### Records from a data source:
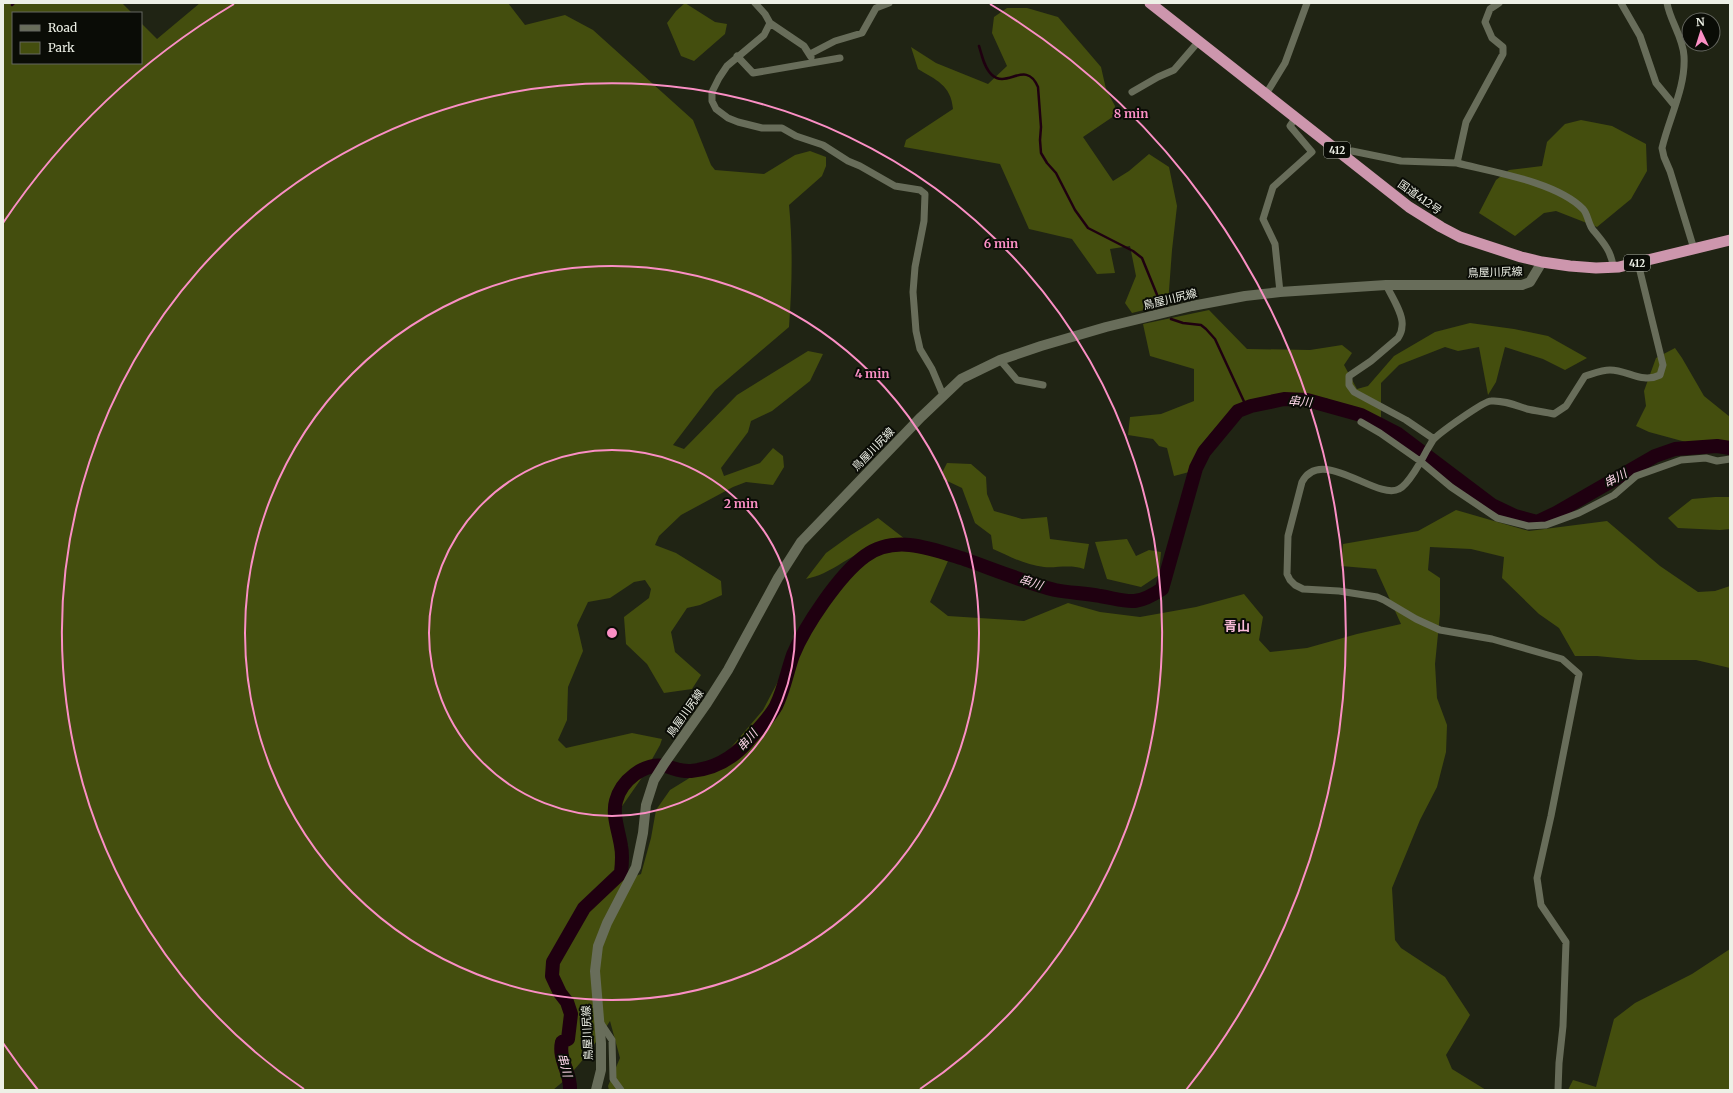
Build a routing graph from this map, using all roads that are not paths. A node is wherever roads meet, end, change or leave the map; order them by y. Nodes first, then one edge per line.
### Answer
1 (755, 3) edge
2 (889, 3) edge
3 (1150, 3) edge
4 (1307, 3) edge
5 (1499, 3) edge
6 (1621, 3) edge
7 (1667, 3) edge
8 (770, 23) junction
9 (1199, 41) junction
10 (810, 54) junction
11 (737, 56) junction
12 (840, 58) dead end
13 (813, 62) junction
14 (1132, 92) dead end
15 (1266, 94) junction
16 (1675, 106) junction
17 (1296, 117) junction
18 (1342, 155) junction
19 (1457, 163) junction
20 (1730, 240) edge
21 (1694, 249) junction
22 (1542, 262) junction
23 (1638, 263) junction
24 (1613, 267) junction
25 (1386, 285) junction
26 (1280, 292) junction
27 (1000, 360) junction
28 (1043, 385) dead end
29 (943, 396) junction
30 (1360, 422) dead end
31 (1432, 441) junction
32 (1730, 459) edge
33 (1421, 461) junction
34 (599, 1021) junction
35 (596, 1090) edge
36 (621, 1090) edge
37 (1558, 1090) edge

1 - 8 street
2 - 10 street
3 - 9 highway, 国道412号 / 412
4 - 15 street
5 - 19 street
6 - 16 street
7 - 16 street
8 - 10 street
8 - 11 street
9 - 14 street
9 - 15 highway, 国道412号 / 412
10 - 13 street
11 - 13 street
11 - 29 street
12 - 13 street
15 - 17 highway, 国道412号 / 412
16 - 21 street
17 - 18 highway, 国道412号 / 412
17 - 26 street
18 - 19 street
18 - 22 highway, 国道412号 / 412
19 - 24 street
20 - 21 highway, 国道412号 / 412
21 - 23 highway, 国道412号 / 412
22 - 24 highway, 国道412号 / 412
22 - 25 main road, 鳥屋川尻線
23 - 24 highway, 国道412号 / 412
23 - 31 street
25 - 26 main road, 鳥屋川尻線
25 - 31 street
26 - 27 main road, 鳥屋川尻線
27 - 28 street
27 - 29 main road, 鳥屋川尻線
29 - 34 main road, 鳥屋川尻線
30 - 33 street
31 - 33 street
32 - 33 street
33 - 37 street
34 - 35 main road, 鳥屋川尻線
34 - 36 street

### WORK TASK:
Skip every picture and transcribe the data above exactly.

### RESPONSE TO THIS EXERCISE:
Build a routing graph from this map, using all roads that are not paths. A node is wherever roads meet, end, change or leave the map; order them by y. Nodes first, then one edge per line.
### Answer
1 (755, 3) edge
2 (889, 3) edge
3 (1150, 3) edge
4 (1307, 3) edge
5 (1499, 3) edge
6 (1621, 3) edge
7 (1667, 3) edge
8 (770, 23) junction
9 (1199, 41) junction
10 (810, 54) junction
11 (737, 56) junction
12 (840, 58) dead end
13 (813, 62) junction
14 (1132, 92) dead end
15 (1266, 94) junction
16 (1675, 106) junction
17 (1296, 117) junction
18 (1342, 155) junction
19 (1457, 163) junction
20 (1730, 240) edge
21 (1694, 249) junction
22 (1542, 262) junction
23 (1638, 263) junction
24 (1613, 267) junction
25 (1386, 285) junction
26 (1280, 292) junction
27 (1000, 360) junction
28 (1043, 385) dead end
29 (943, 396) junction
30 (1360, 422) dead end
31 (1432, 441) junction
32 (1730, 459) edge
33 (1421, 461) junction
34 (599, 1021) junction
35 (596, 1090) edge
36 (621, 1090) edge
37 (1558, 1090) edge

1 - 8 street
2 - 10 street
3 - 9 highway, 国道412号 / 412
4 - 15 street
5 - 19 street
6 - 16 street
7 - 16 street
8 - 10 street
8 - 11 street
9 - 14 street
9 - 15 highway, 国道412号 / 412
10 - 13 street
11 - 13 street
11 - 29 street
12 - 13 street
15 - 17 highway, 国道412号 / 412
16 - 21 street
17 - 18 highway, 国道412号 / 412
17 - 26 street
18 - 19 street
18 - 22 highway, 国道412号 / 412
19 - 24 street
20 - 21 highway, 国道412号 / 412
21 - 23 highway, 国道412号 / 412
22 - 24 highway, 国道412号 / 412
22 - 25 main road, 鳥屋川尻線
23 - 24 highway, 国道412号 / 412
23 - 31 street
25 - 26 main road, 鳥屋川尻線
25 - 31 street
26 - 27 main road, 鳥屋川尻線
27 - 28 street
27 - 29 main road, 鳥屋川尻線
29 - 34 main road, 鳥屋川尻線
30 - 33 street
31 - 33 street
32 - 33 street
33 - 37 street
34 - 35 main road, 鳥屋川尻線
34 - 36 street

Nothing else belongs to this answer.